The Federal Reserve’s May 6–7 meeting underscored the central bank’s balancing act between supporting growth and preparing for trade-driven risks. While no rate changes were expected, Chair Jerome Powell’s remarks on trade’s impact became the focal point. Analysts at Goldman Sachs highlighted the dilemma: “Tariffs could shave 0.3–0.5% off U.S. GDP in 2025, and the Fed may need to cut rates sooner than anticipated if supply chains fray further.”

Even positive economic data, such as the Institute for Supply Management’s robust April service-sector reading, couldn’t offset the gloom. The ISM’s 57.8 reading (above the 50 expansion threshold) was overshadowed by warnings that tariff-driven input cost spikes could soon hit consumer prices.

Earnings Season’s Reality Check

Corporate earnings this week amplified investor anxiety. Palantir (PLTR) fell 8% despite meeting estimates, as traders questioned the firm’s exposure to global supply chains. Constellation Energy (CEG) dropped 4% after its earnings report highlighted rising operational costs, while tech stocks like NVIDIA (NVDA) and Amazon (AMZN) slid 1% premarket on May 6—a reversal from recent gains.

Even MicroStrategy (MSTR), the corporate bitcoin pioneer, fell 2% as crypto volatility resurfaced. The only bright spots were in defensive sectors: Newmont Mining (NEM) rose 1.5% as gold—a traditional safe-haven asset—hit $3,385/ounce, while crude oil rebounded 2.2% to $58.35/barrel.

Conclusion: Bracing for More Volatility

The market’s recent turbulence underscores a grim reality: trade policy and Fed decisions are now the primary drivers of equity performance. The S&P 500’s streak ended not because of economic weakness—employment and service-sector data remain strong—but because companies and investors can no longer ignore the cost of a trade war.
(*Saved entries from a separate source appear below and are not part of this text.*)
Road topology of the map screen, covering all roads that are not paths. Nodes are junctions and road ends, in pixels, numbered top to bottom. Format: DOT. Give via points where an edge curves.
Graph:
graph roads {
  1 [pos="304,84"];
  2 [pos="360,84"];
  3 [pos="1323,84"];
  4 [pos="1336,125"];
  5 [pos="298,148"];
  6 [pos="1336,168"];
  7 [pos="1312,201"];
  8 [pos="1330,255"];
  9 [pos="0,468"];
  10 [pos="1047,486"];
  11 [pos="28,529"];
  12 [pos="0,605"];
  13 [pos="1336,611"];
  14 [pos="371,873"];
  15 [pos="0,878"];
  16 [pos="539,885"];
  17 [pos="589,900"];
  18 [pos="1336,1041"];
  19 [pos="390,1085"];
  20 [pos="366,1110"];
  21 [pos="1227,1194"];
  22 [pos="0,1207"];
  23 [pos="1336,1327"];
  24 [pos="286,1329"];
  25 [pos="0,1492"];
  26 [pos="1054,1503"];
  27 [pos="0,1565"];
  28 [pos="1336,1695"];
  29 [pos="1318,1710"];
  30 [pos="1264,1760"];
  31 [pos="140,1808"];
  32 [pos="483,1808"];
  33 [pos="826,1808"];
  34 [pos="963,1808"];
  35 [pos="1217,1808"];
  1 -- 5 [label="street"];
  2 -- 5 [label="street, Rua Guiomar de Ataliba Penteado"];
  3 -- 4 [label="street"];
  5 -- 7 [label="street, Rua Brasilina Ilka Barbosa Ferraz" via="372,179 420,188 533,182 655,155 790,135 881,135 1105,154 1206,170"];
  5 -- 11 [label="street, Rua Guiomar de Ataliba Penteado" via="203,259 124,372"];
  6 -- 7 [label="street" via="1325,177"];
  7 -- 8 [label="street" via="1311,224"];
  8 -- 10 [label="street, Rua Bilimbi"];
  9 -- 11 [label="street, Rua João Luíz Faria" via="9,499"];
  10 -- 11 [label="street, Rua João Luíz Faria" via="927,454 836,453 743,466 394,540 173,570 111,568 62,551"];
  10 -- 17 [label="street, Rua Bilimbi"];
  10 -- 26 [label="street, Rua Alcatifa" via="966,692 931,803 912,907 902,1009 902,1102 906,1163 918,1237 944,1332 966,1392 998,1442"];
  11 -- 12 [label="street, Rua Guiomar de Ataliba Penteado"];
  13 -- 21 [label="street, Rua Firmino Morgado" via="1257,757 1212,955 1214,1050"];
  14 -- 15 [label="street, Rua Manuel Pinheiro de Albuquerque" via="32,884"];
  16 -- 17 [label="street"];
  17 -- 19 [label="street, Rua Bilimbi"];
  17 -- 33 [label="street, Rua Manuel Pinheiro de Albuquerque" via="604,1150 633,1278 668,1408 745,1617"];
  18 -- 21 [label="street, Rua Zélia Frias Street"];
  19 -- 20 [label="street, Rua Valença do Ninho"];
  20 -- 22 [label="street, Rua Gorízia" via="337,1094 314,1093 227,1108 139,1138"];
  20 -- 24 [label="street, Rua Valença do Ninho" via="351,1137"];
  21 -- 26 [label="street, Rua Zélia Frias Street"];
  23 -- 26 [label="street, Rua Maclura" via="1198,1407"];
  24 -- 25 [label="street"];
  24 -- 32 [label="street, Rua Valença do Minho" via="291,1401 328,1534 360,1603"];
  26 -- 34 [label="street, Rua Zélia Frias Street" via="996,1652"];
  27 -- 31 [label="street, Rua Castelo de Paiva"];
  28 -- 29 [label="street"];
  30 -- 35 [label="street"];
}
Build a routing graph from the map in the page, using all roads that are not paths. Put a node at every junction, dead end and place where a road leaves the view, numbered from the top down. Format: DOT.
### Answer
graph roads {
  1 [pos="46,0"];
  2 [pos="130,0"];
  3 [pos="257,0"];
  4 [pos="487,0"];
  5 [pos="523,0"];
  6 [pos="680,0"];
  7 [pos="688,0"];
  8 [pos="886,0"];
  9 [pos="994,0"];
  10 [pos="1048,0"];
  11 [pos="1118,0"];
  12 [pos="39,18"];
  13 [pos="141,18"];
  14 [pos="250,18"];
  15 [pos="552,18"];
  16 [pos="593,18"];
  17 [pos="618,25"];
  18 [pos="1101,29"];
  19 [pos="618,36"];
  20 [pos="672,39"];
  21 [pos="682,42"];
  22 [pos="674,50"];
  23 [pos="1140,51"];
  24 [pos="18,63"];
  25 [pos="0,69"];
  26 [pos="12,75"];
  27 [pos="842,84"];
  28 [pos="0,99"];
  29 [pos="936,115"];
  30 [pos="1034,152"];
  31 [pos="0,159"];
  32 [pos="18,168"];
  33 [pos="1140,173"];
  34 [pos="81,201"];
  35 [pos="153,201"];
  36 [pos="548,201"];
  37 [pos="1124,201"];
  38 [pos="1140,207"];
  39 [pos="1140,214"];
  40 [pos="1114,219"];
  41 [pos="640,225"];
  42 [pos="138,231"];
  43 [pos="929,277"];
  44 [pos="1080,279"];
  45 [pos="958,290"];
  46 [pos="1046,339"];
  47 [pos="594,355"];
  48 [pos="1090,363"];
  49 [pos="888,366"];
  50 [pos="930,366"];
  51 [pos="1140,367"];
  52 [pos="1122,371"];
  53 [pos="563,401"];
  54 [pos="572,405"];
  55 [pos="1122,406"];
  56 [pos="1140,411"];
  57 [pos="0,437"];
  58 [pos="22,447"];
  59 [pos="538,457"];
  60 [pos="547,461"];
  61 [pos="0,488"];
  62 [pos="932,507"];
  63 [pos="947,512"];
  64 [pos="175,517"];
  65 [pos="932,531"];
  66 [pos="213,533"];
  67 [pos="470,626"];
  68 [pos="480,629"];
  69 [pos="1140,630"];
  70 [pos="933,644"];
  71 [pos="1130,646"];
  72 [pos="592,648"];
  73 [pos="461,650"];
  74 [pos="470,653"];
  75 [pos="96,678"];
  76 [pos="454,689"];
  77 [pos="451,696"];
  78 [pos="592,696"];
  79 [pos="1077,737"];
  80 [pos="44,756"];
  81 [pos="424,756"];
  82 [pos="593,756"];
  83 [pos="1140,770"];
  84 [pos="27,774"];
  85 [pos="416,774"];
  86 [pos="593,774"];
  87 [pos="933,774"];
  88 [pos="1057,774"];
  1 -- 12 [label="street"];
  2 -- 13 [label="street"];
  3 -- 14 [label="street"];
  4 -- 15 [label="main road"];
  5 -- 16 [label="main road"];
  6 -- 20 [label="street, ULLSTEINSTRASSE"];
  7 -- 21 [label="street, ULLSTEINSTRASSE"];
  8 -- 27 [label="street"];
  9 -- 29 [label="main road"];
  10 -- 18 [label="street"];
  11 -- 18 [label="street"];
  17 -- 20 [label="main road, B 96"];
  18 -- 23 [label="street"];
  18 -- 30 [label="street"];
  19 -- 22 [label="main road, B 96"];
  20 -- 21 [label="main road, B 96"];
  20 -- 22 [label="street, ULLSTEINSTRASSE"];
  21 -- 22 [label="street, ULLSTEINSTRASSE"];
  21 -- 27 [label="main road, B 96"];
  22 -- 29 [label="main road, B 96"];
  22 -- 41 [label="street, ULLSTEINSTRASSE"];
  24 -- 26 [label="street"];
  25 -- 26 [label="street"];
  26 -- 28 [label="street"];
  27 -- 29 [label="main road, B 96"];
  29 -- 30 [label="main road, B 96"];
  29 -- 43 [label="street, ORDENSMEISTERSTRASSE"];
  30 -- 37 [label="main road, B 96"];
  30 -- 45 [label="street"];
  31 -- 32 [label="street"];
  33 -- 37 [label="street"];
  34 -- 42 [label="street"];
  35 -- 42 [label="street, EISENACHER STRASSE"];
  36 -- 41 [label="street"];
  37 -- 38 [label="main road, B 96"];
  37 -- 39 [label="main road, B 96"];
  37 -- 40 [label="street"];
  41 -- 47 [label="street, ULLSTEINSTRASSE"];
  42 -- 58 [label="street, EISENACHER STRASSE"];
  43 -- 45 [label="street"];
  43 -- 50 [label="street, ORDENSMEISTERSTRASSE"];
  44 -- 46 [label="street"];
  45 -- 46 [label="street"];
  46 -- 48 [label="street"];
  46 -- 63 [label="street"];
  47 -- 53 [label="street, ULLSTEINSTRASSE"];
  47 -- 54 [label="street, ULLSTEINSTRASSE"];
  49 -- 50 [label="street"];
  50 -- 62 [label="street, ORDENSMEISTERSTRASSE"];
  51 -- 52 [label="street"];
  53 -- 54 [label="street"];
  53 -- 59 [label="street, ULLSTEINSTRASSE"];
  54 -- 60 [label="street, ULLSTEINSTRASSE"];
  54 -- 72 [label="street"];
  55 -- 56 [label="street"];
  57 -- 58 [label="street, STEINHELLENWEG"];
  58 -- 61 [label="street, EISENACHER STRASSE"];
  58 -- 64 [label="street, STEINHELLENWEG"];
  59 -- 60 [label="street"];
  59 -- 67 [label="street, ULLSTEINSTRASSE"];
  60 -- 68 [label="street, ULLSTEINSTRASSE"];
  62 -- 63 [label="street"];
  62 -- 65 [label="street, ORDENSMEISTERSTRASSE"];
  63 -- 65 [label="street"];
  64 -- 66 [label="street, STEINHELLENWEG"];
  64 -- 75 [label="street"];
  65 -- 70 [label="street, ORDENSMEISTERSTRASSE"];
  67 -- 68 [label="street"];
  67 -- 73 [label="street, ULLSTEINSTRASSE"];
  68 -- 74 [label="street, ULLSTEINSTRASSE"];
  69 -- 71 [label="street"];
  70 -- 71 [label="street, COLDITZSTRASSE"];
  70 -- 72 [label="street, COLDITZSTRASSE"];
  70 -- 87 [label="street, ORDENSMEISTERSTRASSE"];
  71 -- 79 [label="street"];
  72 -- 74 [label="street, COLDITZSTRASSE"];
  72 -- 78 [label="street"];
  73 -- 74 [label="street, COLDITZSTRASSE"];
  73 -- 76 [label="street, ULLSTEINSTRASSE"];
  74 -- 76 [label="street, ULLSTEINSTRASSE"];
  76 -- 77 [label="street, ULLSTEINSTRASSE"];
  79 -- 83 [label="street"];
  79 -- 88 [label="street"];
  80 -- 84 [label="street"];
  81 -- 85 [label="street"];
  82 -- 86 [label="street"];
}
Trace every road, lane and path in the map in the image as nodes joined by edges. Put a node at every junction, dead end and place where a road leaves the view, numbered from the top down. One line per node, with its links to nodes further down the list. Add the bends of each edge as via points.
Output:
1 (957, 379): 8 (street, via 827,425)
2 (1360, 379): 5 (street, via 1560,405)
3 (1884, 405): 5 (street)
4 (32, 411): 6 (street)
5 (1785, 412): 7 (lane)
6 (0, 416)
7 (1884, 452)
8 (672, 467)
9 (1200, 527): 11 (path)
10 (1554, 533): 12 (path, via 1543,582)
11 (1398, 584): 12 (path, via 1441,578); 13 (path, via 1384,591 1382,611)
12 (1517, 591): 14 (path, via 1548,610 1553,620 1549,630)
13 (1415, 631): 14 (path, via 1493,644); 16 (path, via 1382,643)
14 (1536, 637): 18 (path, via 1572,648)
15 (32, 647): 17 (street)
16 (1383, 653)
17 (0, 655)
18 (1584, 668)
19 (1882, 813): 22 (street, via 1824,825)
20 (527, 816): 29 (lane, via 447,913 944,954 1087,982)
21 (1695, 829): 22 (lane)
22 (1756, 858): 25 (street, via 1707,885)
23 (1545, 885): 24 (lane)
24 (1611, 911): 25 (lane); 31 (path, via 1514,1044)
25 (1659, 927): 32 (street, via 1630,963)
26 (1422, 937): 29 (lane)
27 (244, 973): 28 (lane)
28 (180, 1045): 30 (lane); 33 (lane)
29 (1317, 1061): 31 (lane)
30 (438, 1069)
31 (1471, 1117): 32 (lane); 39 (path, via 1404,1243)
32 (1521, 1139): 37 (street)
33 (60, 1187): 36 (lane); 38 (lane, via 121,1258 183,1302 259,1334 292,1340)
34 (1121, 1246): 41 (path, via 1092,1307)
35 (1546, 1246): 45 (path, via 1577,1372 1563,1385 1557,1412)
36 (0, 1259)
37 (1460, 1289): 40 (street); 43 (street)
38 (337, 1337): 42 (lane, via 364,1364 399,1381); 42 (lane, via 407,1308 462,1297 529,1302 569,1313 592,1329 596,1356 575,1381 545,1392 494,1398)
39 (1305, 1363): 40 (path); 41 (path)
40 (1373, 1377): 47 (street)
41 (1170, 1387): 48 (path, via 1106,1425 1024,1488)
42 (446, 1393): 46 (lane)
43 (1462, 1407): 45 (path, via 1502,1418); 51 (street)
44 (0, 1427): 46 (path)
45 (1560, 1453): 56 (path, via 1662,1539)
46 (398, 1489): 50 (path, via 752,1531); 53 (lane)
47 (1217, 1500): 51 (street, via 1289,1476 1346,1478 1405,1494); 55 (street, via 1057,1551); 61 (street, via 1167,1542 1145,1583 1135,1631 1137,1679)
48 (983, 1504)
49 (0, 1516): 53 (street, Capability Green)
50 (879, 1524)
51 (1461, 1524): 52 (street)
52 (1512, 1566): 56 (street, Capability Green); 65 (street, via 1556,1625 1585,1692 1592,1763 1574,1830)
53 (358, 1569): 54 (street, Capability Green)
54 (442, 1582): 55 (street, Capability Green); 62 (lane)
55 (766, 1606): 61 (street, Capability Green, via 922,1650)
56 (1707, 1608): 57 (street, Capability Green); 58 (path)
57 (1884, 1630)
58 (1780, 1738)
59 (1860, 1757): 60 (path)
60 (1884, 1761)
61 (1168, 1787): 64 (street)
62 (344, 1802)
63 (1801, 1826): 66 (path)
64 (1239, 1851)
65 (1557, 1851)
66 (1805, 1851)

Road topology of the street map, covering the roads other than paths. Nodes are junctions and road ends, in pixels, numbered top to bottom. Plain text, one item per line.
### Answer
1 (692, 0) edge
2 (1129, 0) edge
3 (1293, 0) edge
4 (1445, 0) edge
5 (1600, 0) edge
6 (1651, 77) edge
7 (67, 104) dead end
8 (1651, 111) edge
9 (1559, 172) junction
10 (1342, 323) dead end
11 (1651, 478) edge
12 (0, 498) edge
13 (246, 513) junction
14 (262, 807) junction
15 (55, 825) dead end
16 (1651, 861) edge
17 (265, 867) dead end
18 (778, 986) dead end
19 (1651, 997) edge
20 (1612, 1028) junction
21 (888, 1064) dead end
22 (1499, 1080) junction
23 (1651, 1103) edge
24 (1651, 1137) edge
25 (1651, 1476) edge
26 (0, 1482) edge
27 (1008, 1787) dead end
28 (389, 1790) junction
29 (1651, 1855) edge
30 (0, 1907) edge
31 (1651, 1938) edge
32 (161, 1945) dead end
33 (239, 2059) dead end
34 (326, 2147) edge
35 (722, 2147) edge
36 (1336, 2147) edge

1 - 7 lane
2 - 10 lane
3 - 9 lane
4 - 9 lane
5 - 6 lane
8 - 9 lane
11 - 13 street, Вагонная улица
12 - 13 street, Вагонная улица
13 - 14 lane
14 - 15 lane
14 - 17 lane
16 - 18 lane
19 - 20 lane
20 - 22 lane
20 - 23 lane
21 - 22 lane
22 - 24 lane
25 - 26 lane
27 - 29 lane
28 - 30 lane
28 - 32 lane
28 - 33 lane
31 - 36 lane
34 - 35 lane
With Ford’s $1.5 billion tariff bill, Mattel’s guidance cuts, and the Fed’s acknowledgment of “heightened risks,” the path forward is clear: unless concrete progress on trade deals emerges, volatility will persist. Investors should brace for more swings, particularly if the Fed signals a readiness to cut rates to offset damage. For now, the market’s optimism has given way to a hard truth: the cost of protectionism is no longer theoretical—it’s hitting corporate bottom lines, and stocks are paying the price.